Critics loved it – “We are so used to constant movement and compulsive cutting in American movies that the stillness of the great new Polish film ‘Ida’ comes as something of a shock,” wrote David Denby in the New Yorker – and the movie won this year’s Oscar for Best Foreign Language Film.
But Agata, who got the role after being seen in a café in Warsaw, announced she wasn’t going to act in any other movies. “My short journey into acting made me very happy,” she said. “It was a great adventure with a fantastic ending. But acting is not something that greatly interests me. It’s not my path.”
This is a 2-minute interview that Agata did at last year’s Los Angeles Film Critics Association Awards.
So I just overheard that, “Ida”, I knew it was your first role, but you said it will probably be your last?
Er, yes, because I’m not thinking about acting, to be honest. It was my first movie and, as you said, probably the last one. That’s what I said, actually! But we never know, and… but I’m not planning to continue acting, and I’m not thinking about develop my acting career, but we’ll see. Fantastic experience.

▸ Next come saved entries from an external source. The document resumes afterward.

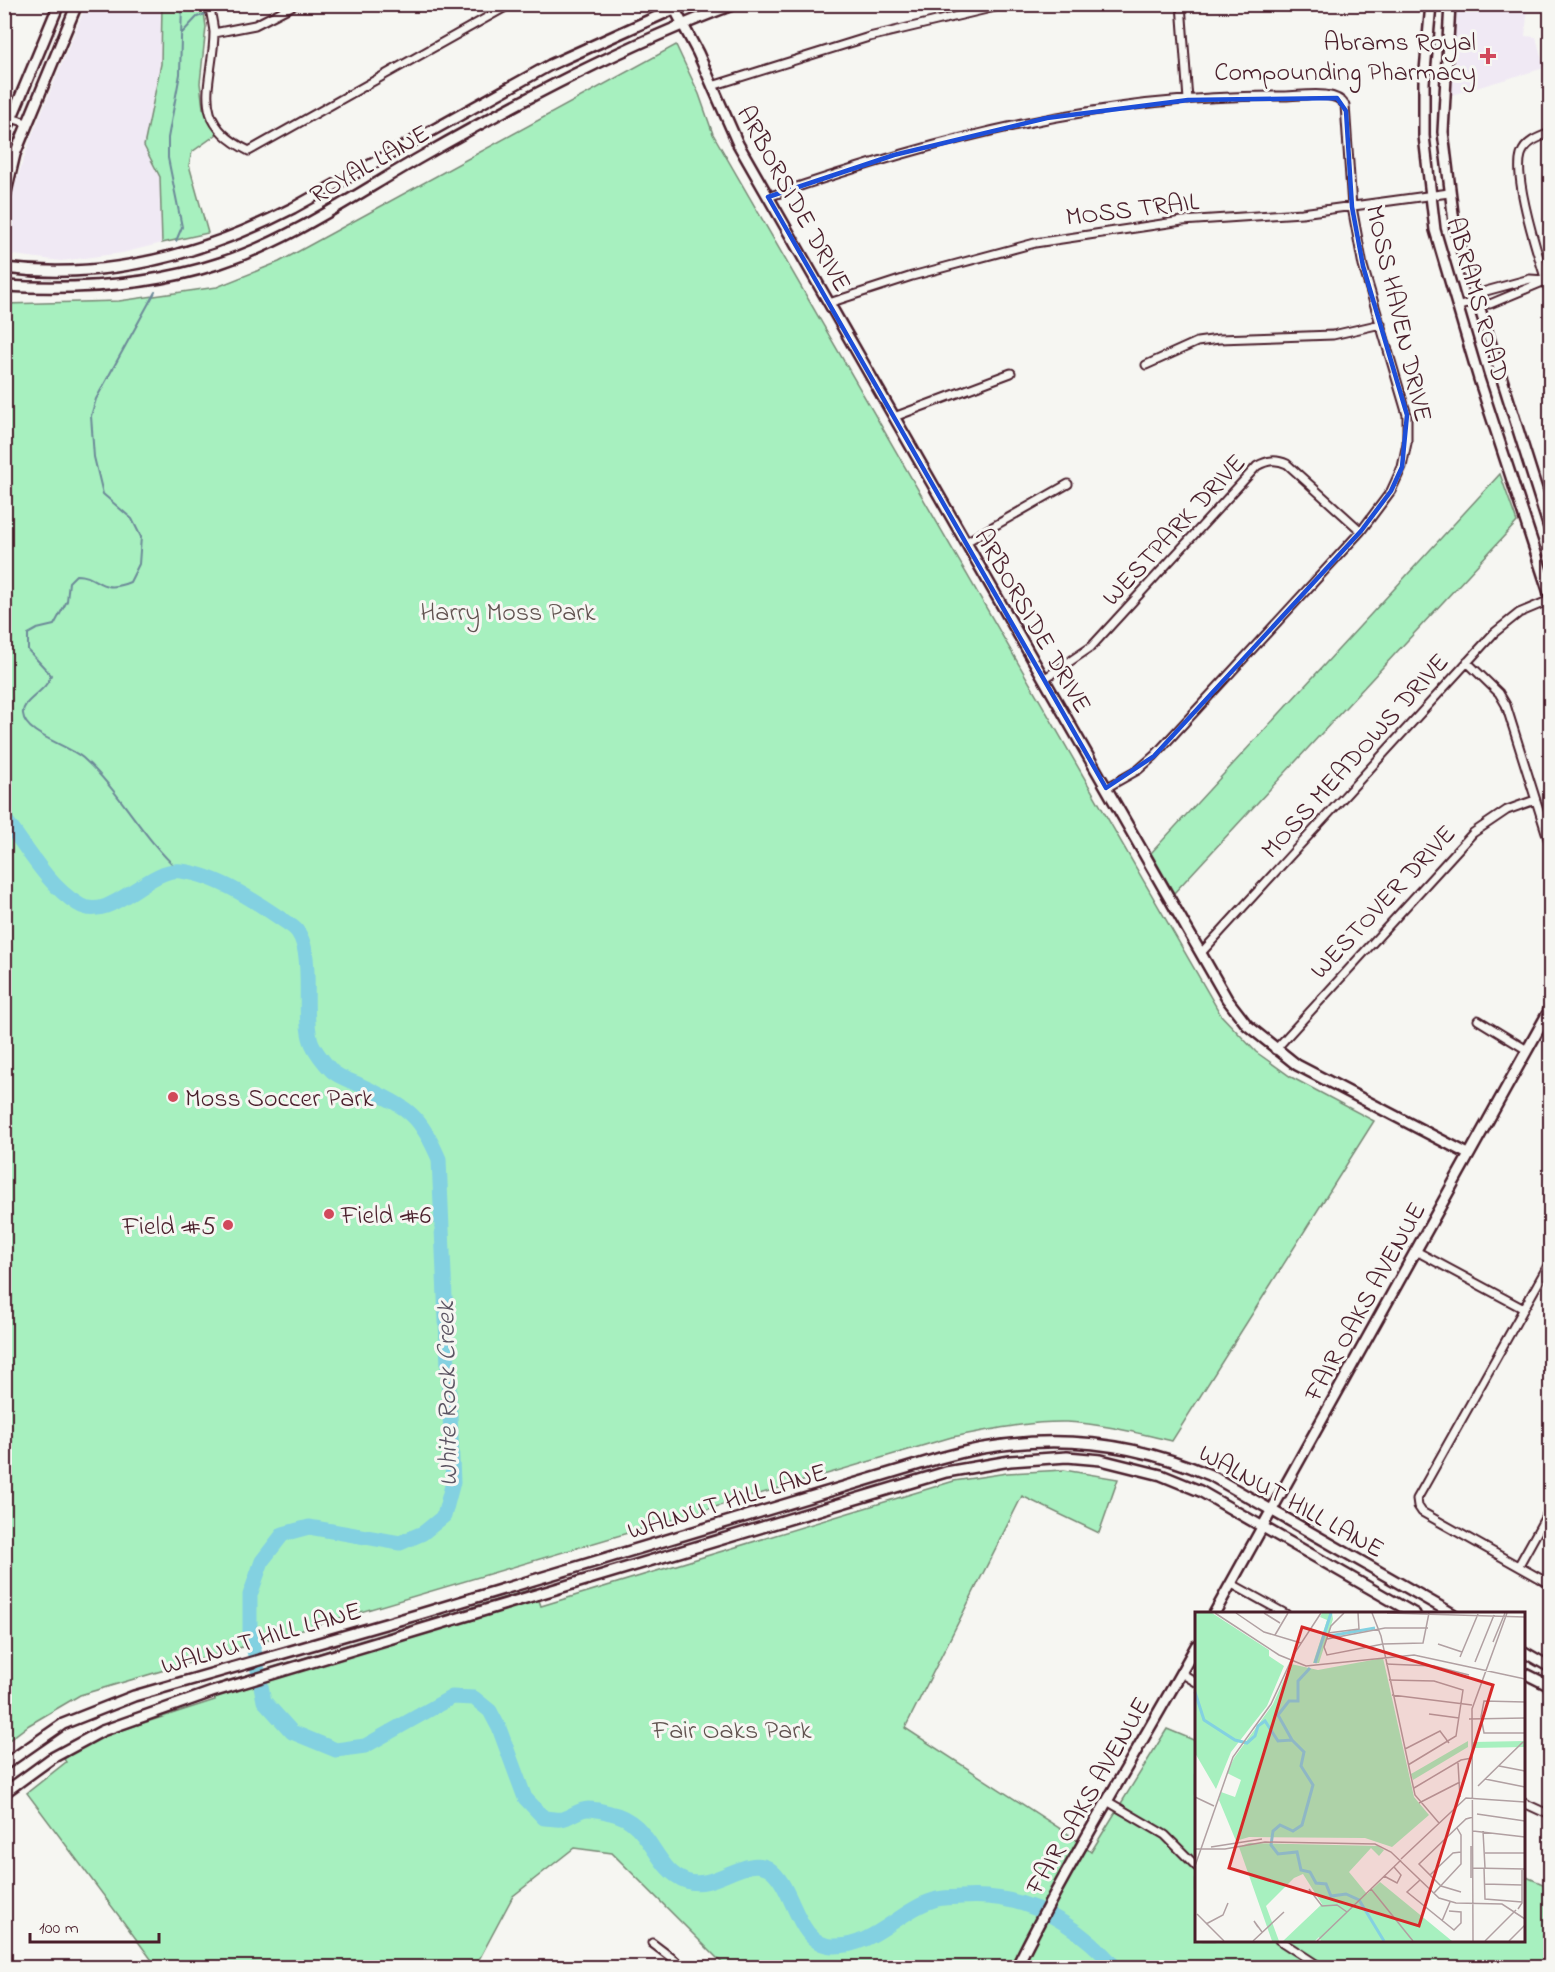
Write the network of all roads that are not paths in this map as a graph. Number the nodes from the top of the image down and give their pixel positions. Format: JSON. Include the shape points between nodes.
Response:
{"nodes":[{"id":1,"x":59,"y":4,"type":"edge"},
{"id":2,"x":209,"y":4,"type":"edge"},
{"id":3,"x":296,"y":4,"type":"edge"},
{"id":4,"x":512,"y":4,"type":"edge"},
{"id":5,"x":685,"y":4,"type":"edge"},
{"id":6,"x":735,"y":4,"type":"edge"},
{"id":7,"x":1008,"y":4,"type":"edge"},
{"id":8,"x":1181,"y":4,"type":"edge"},
{"id":9,"x":1431,"y":4,"type":"edge"},
{"id":10,"x":1450,"y":4,"type":"edge"},
{"id":11,"x":73,"y":6,"type":"edge"},
{"id":12,"x":673,"y":6,"type":"edge"},
{"id":13,"x":683,"y":24,"type":"junction"},
{"id":14,"x":214,"y":33,"type":"junction"},
{"id":15,"x":712,"y":86,"type":"junction"},
{"id":16,"x":1188,"y":100,"type":"junction"},
{"id":17,"x":8,"y":118,"type":"edge"},
{"id":18,"x":27,"y":123,"type":"junction"},
{"id":19,"x":1551,"y":133,"type":"edge"},
{"id":20,"x":4,"y":136,"type":"edge"},
{"id":21,"x":1449,"y":193,"type":"junction"},
{"id":22,"x":1429,"y":195,"type":"junction"},
{"id":23,"x":768,"y":197,"type":"junction"},
{"id":24,"x":4,"y":201,"type":"edge"},
{"id":25,"x":1352,"y":207,"type":"junction"},
{"id":26,"x":154,"y":260,"type":"junction"},
{"id":27,"x":4,"y":268,"type":"edge"},
{"id":28,"x":157,"y":278,"type":"junction"},
{"id":29,"x":1548,"y":279,"type":"edge"},
{"id":30,"x":4,"y":286,"type":"edge"},
{"id":31,"x":1551,"y":293,"type":"edge"},
{"id":32,"x":1476,"y":301,"type":"junction"},
{"id":33,"x":829,"y":303,"type":"junction"},
{"id":34,"x":1457,"y":307,"type":"junction"},
{"id":35,"x":1381,"y":324,"type":"junction"},
{"id":36,"x":1146,"y":365,"type":"dead end"},
{"id":37,"x":1011,"y":373,"type":"dead end"},
{"id":38,"x":894,"y":417,"type":"junction"},
{"id":39,"x":1068,"y":484,"type":"dead end"},
{"id":40,"x":1361,"y":531,"type":"junction"},
{"id":41,"x":1551,"y":531,"type":"edge"},
{"id":42,"x":966,"y":542,"type":"junction"},
{"id":43,"x":1551,"y":598,"type":"edge"},
{"id":44,"x":1467,"y":662,"type":"junction"},
{"id":45,"x":1044,"y":679,"type":"junction"},
{"id":46,"x":1106,"y":788,"type":"junction"},
{"id":47,"x":1535,"y":800,"type":"junction"},
{"id":48,"x":1551,"y":845,"type":"edge"},
{"id":49,"x":1201,"y":953,"type":"junction"},
{"id":50,"x":1551,"y":1009,"type":"edge"},
{"id":51,"x":1478,"y":1020,"type":"dead end"},
{"id":52,"x":1275,"y":1050,"type":"junction"},
{"id":53,"x":1527,"y":1050,"type":"junction"},
{"id":54,"x":1468,"y":1154,"type":"junction"},
{"id":55,"x":1416,"y":1251,"type":"junction"},
{"id":56,"x":1551,"y":1262,"type":"edge"},
{"id":57,"x":1524,"y":1309,"type":"junction"},
{"id":58,"x":1551,"y":1509,"type":"edge"},
{"id":59,"x":1272,"y":1511,"type":"junction"},
{"id":60,"x":1263,"y":1527,"type":"junction"},
{"id":61,"x":1518,"y":1565,"type":"junction"},
{"id":62,"x":1232,"y":1584,"type":"junction"},
{"id":63,"x":1551,"y":1584,"type":"edge"},
{"id":64,"x":1215,"y":1612,"type":"edge"},
{"id":65,"x":1282,"y":1612,"type":"edge"},
{"id":66,"x":1412,"y":1612,"type":"edge"},
{"id":67,"x":1449,"y":1612,"type":"edge"},
{"id":68,"x":1195,"y":1649,"type":"edge"},
{"id":69,"x":1525,"y":1653,"type":"edge"},
{"id":70,"x":1551,"y":1667,"type":"edge"},
{"id":71,"x":1181,"y":1673,"type":"junction"},
{"id":72,"x":1525,"y":1673,"type":"edge"},
{"id":73,"x":1195,"y":1681,"type":"edge"},
{"id":74,"x":1551,"y":1686,"type":"edge"},
{"id":75,"x":4,"y":1765,"type":"edge"},
{"id":76,"x":4,"y":1793,"type":"edge"},
{"id":77,"x":1107,"y":1801,"type":"junction"},
{"id":78,"x":1525,"y":1803,"type":"edge"},
{"id":79,"x":1551,"y":1815,"type":"edge"},
{"id":80,"x":1195,"y":1864,"type":"edge"},
{"id":81,"x":1281,"y":1942,"type":"edge"},
{"id":82,"x":652,"y":1943,"type":"dead end"},
{"id":83,"x":685,"y":1968,"type":"edge"},
{"id":84,"x":1016,"y":1968,"type":"edge"},
{"id":85,"x":1322,"y":1968,"type":"edge"}],
"edges":[{"from":1,"to":17,"type":"main road"},
{"from":2,"to":14,"type":"street"},
{"from":3,"to":14,"type":"street","via":[[255,26]]},
{"from":4,"to":14,"type":"street","via":[[249,151],[222,130],[208,109]]},
{"from":5,"to":12,"type":"main road","name":"ROYAL LANE"},
{"from":6,"to":13,"type":"main road","name":"ROYAL LANE"},
{"from":7,"to":15,"type":"street","via":[[869,37]]},
{"from":8,"to":16,"type":"street"},
{"from":9,"to":22,"type":"main road","name":"ABRAMS ROAD","via":[[1423,100]]},
{"from":10,"to":21,"type":"main road","name":"ABRAMS ROAD","via":[[1443,116]]},
{"from":11,"to":18,"type":"main road"},
{"from":12,"to":13,"type":"main road","name":"ARBORSIDE DRIVE"},
{"from":12,"to":26,"type":"main road","name":"ROYAL LANE","via":[[550,65],[248,231],[209,247]]},
{"from":13,"to":15,"type":"main road","name":"ARBORSIDE DRIVE"},
{"from":13,"to":28,"type":"main road","name":"ROYAL LANE","via":[[544,88],[266,244],[221,263]]},
{"from":15,"to":23,"type":"main road","name":"ARBORSIDE DRIVE"},
{"from":16,"to":23,"type":"street","name":"MOSS HAVEN DRIVE","via":[[1107,108],[984,132],[883,159]]},
{"from":16,"to":25,"type":"street","name":"MOSS HAVEN DRIVE","via":[[1266,95],[1342,101],[1346,111]]},
{"from":17,"to":18,"type":"street"},
{"from":17,"to":20,"type":"main road"},
{"from":18,"to":24,"type":"main road"},
{"from":19,"to":29,"type":"street","via":[[1532,141],[1520,161],[1531,229]]},
{"from":21,"to":22,"type":"street","name":"MOSS TRAIL"},
{"from":21,"to":32,"type":"main road","name":"ABRAMS ROAD","via":[[1459,246]]},
{"from":22,"to":25,"type":"street","name":"MOSS TRAIL"},
{"from":22,"to":34,"type":"main road","name":"ABRAMS ROAD","via":[[1440,252]]},
{"from":23,"to":33,"type":"main road","name":"ARBORSIDE DRIVE"},
{"from":25,"to":33,"type":"street","name":"MOSS TRAIL","via":[[1182,221],[1035,243]]},
{"from":25,"to":35,"type":"street","name":"MOSS HAVEN DRIVE"},
{"from":26,"to":27,"type":"main road","name":"ROYAL LANE","via":[[69,271]]},
{"from":26,"to":28,"type":"main road"},
{"from":28,"to":30,"type":"main road","name":"ROYAL LANE","via":[[81,287]]},
{"from":29,"to":31,"type":"street"},
{"from":29,"to":32,"type":"street","via":[[1490,304]]},
{"from":29,"to":32,"type":"street","via":[[1530,279],[1486,291]]},
{"from":32,"to":34,"type":"street"},
{"from":32,"to":41,"type":"main road","name":"ABRAMS ROAD"},
{"from":33,"to":38,"type":"main road","name":"ARBORSIDE DRIVE"},
{"from":34,"to":43,"type":"main road","name":"ABRAMS ROAD"},
{"from":35,"to":36,"type":"street","via":[[1334,335],[1197,342]]},
{"from":35,"to":40,"type":"street","name":"MOSS HAVEN DRIVE","via":[[1407,416],[1407,443],[1391,491]]},
{"from":37,"to":38,"type":"street"},
{"from":38,"to":42,"type":"main road","name":"ARBORSIDE DRIVE"},
{"from":39,"to":42,"type":"street"},
{"from":40,"to":45,"type":"street","name":"WESTPARK DRIVE","via":[[1287,464],[1265,462],[1257,466],[1091,647]]},
{"from":40,"to":46,"type":"street","name":"MOSS HAVEN DRIVE","via":[[1154,756]]},
{"from":42,"to":45,"type":"main road","name":"ARBORSIDE DRIVE"},
{"from":43,"to":44,"type":"street","name":"MOSS MEADOWS DRIVE","via":[[1511,619]]},
{"from":44,"to":47,"type":"street","via":[[1506,705]]},
{"from":44,"to":49,"type":"street","name":"MOSS MEADOWS DRIVE"},
{"from":45,"to":46,"type":"main road","name":"ARBORSIDE DRIVE"},
{"from":46,"to":49,"type":"main road","name":"ARBORSIDE DRIVE"},
{"from":47,"to":48,"type":"street"},
{"from":47,"to":52,"type":"street","name":"WESTOVER DRIVE","via":[[1507,810],[1473,833]]},
{"from":49,"to":52,"type":"main road","name":"ARBORSIDE DRIVE","via":[[1227,999],[1247,1025]]},
{"from":50,"to":53,"type":"main road","name":"FAIR OAKS AVENUE"},
{"from":51,"to":53,"type":"street"},
{"from":52,"to":54,"type":"main road","name":"ARBORSIDE DRIVE"},
{"from":53,"to":54,"type":"main road","name":"FAIR OAKS AVENUE"},
{"from":54,"to":55,"type":"main road","name":"FAIR OAKS AVENUE"},
{"from":55,"to":57,"type":"street"},
{"from":55,"to":59,"type":"main road","name":"FAIR OAKS AVENUE"},
{"from":56,"to":57,"type":"street"},
{"from":57,"to":61,"type":"street","via":[[1417,1499],[1422,1512]]},
{"from":58,"to":61,"type":"street"},
{"from":59,"to":60,"type":"main road","name":"FAIR OAKS AVENUE"},
{"from":59,"to":67,"type":"main road","name":"WALNUT HILL LANE"},
{"from":59,"to":75,"type":"main road","name":"WALNUT HILL LANE","via":[[1200,1471],[1128,1448],[1032,1441],[979,1447],[134,1696],[84,1714]]},
{"from":60,"to":62,"type":"main road","name":"FAIR OAKS AVENUE"},
{"from":60,"to":66,"type":"main road","name":"WALNUT HILL LANE"},
{"from":60,"to":76,"type":"main road","name":"WALNUT HILL LANE","via":[[1179,1481],[1101,1460],[1037,1458],[946,1472],[212,1692],[102,1731],[52,1758]]},
{"from":61,"to":63,"type":"street"},
{"from":62,"to":64,"type":"main road","name":"FAIR OAKS AVENUE"},
{"from":62,"to":65,"type":"street"},
{"from":68,"to":71,"type":"main road","name":"FAIR OAKS AVENUE"},
{"from":69,"to":70,"type":"main road"},
{"from":71,"to":73,"type":"street"},
{"from":71,"to":77,"type":"main road","name":"FAIR OAKS AVENUE"},
{"from":72,"to":74,"type":"main road"},
{"from":77,"to":80,"type":"street","via":[[1165,1835]]},
{"from":77,"to":84,"type":"main road","name":"FAIR OAKS AVENUE","via":[[1058,1883]]},
{"from":78,"to":79,"type":"street"},
{"from":81,"to":85,"type":"street"},
{"from":82,"to":83,"type":"street"}]}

How did you get involved in the project, then?
Er, accidentally actually, because I was sitting in a café and I was spotted by a female Polish director. And she took a picture of me and sent it to Paweł, which I didn’t notice! Then I had something like an audition, but it wasn’t like regular audition. And I had a possibility to talk with Paweł, and to shoot one scene from the script, and that was the beginning.
So having no acting experience prior to this, what did you do to prepare for the role?

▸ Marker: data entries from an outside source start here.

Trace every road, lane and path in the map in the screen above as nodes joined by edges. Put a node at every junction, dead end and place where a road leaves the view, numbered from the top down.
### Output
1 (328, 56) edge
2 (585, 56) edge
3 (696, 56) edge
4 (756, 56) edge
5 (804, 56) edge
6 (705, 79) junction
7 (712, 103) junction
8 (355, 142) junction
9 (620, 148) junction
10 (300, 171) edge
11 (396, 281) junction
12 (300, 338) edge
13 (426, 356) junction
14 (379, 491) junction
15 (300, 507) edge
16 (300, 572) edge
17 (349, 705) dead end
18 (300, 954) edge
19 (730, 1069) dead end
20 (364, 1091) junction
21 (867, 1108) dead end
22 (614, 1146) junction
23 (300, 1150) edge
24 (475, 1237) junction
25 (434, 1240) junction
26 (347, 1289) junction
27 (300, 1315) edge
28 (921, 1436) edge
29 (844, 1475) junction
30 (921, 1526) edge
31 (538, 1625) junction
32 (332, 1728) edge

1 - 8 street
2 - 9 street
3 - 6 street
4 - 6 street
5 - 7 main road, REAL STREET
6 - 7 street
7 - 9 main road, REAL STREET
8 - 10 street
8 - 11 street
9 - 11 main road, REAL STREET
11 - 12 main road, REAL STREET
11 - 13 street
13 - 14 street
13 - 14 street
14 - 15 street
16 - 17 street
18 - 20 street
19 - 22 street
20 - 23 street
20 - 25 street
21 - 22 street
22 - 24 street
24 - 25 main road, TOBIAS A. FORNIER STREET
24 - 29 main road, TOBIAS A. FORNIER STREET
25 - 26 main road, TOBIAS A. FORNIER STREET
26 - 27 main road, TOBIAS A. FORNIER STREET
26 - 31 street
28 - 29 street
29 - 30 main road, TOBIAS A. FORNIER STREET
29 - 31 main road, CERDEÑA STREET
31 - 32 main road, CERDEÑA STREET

Well, we didn’t have much time to prepare very properly and profoundly. And we tried to talk with a Polish church and Polish convent, to do some insight, but it wasn’t very easy. So we had to just talk to each other and re-write the script and that was our preparation.
I mean, it’s a very powerful story, shot beautifully, what did you think of the end product?
Er, what’s er…?
How it turned out?
But what turned out…? The movie…?
Were you happy with your performance?
Oh yes, yes, it’s so very hard to judge it but – it’s a little private – but yeah, I’m very happy.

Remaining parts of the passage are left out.